Monday, July 4, 2016

Bus Tour of Paris I (7/4/2016)

Monday, July 4, 2016 (continued)
I tell myself not to take photos from a bus, but always do it anyway...
The Viking River Cruises excursion for today was a tour of Paris, by bus; excusez moi, by motor coach! The Viking passengers were divided into groups denoted by letter, and boarded one of the five buses with the same letter. Each bus had a driver (yes!) and a guide.
We left Le Pecq by crossing the River Seine and traveled through the wealthy western Paris suburb of Le Vésinet with its mansions and fancy gas station with a thatched roof. Josephine Baker lived here (circa the 1930s) with her pet cheetah.
Next through Chatou, crossing the Seine again with an island where Auguste Renoir painted Déjeuner des canotiers/Luncheon of the Boating Party (1880-1881). After passing through Nanterre, we were in the business district called La Défense, where they have built modern skyscrapers.
La Défense skyscrapers; Left: [Connected] Tours/Towers Pascal A and B (1983);
 Right: Tour Voltaire (1988), both by architect Henri la Fonta
La Défense skyscrapers; Left: Tour/Tower Majunga (2011-2014)

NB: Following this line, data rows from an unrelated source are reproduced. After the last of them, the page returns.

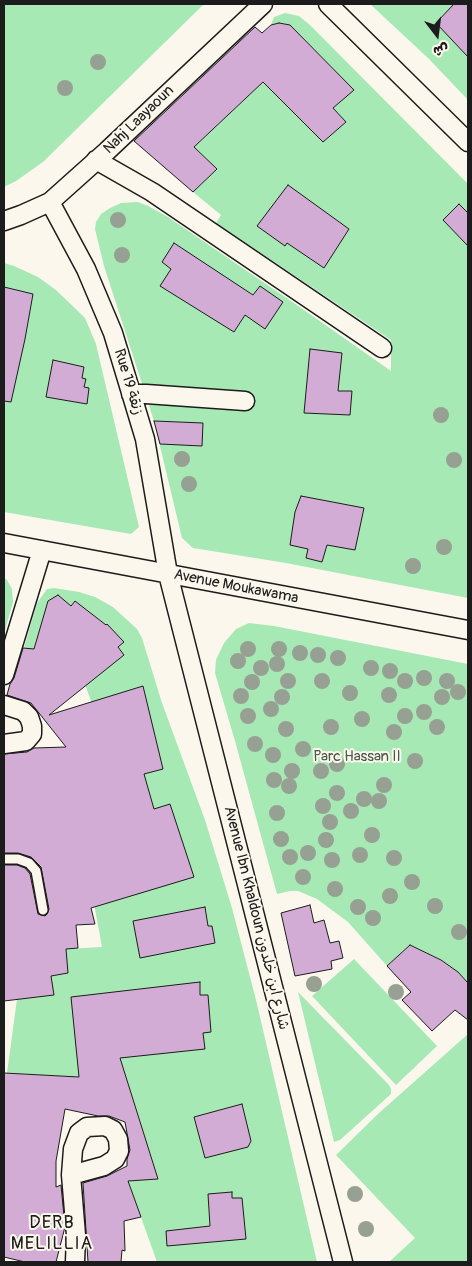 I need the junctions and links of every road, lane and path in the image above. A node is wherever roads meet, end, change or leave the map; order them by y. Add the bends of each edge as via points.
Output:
1 (263, 4) edge
2 (328, 4) edge
3 (468, 142) edge
4 (96, 160) junction
5 (50, 202) junction
6 (4, 221) edge
7 (382, 348) dead end
8 (131, 394) junction
9 (245, 401) dead end
10 (4, 542) edge
11 (42, 550) junction
12 (168, 574) junction
13 (468, 630) edge
14 (4, 675) edge
15 (4, 705) edge
16 (4, 744) edge
17 (4, 859) edge
18 (43, 910) dead end
19 (71, 1175) dead end
20 (75, 1262) edge
21 (343, 1262) edge

1 - 4 street, Nahj Laayaoun
2 - 3 street
4 - 5 street, Nahj Laayaoun
4 - 7 street via 152,192
5 - 6 street, Nahj Laayaoun
5 - 8 street, Rue 19 زنقة via 86,269 113,333
8 - 9 street
8 - 12 street, Rue 19 زنقة via 145,439
10 - 11 street, Avenue Moukawama
11 - 12 street, Avenue Moukawama
11 - 14 street
12 - 13 street, Avenue Moukawama
12 - 21 street, Avenue Ibn Khaldoun شارع ابن خلدون
15 - 16 street via 23,711 29,717 32,734 26,741
17 - 18 lane via 29,863 36,871
19 - 20 street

by architect Jean-Paul Viguier; Right: [Rounded top] Tour D2
(2011-2014) by Anthony Béchu and Tom Sheehan
We crossed the serpentine Seine one more time into affluent Neuilly-sur-Seine, at the western edge of Paris, home to countless famous people. Once we went over the highway of Boulevard Périphérique, which was built over the site of the city wall, we were in Paris proper. Driving along the Avenue de la Grande Armée, we had La Grande Arche de la Défense behind us and l'Arc de Triomphe in front of us.
La Grande Arche (1989) designed by the Danish architect
Johann Otto von Spreckelsen and engineer Erik Reitzel
The Grand Arch is meant to be a modern Arch of Triumph, erected for the glory of the triumph of humanity, and it lies on the west end of La Voie Triomphal/The Triumphant Way, on a line with l'Arc de Triomphe, and l'Arc de Triomphe du Carrousel near Le Louvre. This is also considered a historical axis starting with Le Louvre representing divine-right rule, the Place de la Concorde for the people's revolution, the Arch of Triumph for nationalism, and the Grand Arch for the future (or where business is more important than nations?!).

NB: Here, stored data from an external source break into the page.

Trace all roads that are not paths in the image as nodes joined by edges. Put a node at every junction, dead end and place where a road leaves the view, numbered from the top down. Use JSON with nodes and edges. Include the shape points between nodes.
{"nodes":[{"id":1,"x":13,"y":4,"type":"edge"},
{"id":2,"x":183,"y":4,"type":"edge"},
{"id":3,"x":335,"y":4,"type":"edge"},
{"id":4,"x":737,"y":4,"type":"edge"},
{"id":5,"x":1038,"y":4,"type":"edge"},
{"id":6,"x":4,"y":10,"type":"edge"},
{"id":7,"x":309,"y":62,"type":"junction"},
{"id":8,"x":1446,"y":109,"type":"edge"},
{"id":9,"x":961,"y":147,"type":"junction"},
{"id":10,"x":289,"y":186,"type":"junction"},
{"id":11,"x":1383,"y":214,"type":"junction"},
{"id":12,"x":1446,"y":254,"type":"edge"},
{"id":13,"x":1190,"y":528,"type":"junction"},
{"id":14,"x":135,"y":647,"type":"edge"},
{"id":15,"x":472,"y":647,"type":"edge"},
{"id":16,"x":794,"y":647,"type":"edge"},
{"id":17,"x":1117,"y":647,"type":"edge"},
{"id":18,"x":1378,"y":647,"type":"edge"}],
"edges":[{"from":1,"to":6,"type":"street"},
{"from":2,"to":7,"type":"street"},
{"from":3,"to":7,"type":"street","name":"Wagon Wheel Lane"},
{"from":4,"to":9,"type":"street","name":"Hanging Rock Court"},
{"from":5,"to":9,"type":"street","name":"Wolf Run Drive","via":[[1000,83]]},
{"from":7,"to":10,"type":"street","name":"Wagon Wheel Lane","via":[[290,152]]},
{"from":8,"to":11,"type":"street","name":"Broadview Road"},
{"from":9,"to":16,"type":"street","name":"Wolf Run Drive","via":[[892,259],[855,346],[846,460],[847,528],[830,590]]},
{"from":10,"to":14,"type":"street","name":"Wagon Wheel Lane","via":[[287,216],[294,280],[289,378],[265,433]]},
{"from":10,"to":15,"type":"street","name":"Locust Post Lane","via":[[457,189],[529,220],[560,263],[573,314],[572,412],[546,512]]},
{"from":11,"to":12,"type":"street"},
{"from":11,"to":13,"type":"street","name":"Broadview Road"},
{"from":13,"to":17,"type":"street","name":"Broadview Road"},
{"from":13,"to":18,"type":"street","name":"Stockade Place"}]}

The Grand Arch is also on a line with the Eiffel Tower and the Montparnesse Tower, the first skyscraper in Paris built 1969-1973, which led to a ban on buildings more than seven stories high in the city center.
Our bus circled l'Arc de Triomphe one-and-a-half times (on purpose; I can see that some drivers could get stuck in the whirlpool of traffic! There are no lane markings and you could have 6-7 cars abreast circling the arch).
Arc de Triomphe/Arch of Triumph (1806-1836),
designed by Jean Chalgri, on commission from
Napoléon Bonaparte to commemorate his
1805 victory in Battle of Austerlitz, in Neoclassical style
inspired by the Arch of Titus in Rome, but twice as big
Triumph of Napoléon by J P Cortot shows Paris
kneeling at the feet of a Caesar-like Napoléon
The wooden mock-up of the arch was built for Napoléon's wedding to Marie-Louise in 1810. It was completed in time for his 19-year old remains to travel through on their way from St Helena to their final resting place at Hôtel des Invalides. A WWI Tomb of the Unknown Soldier rests under the center of the arch.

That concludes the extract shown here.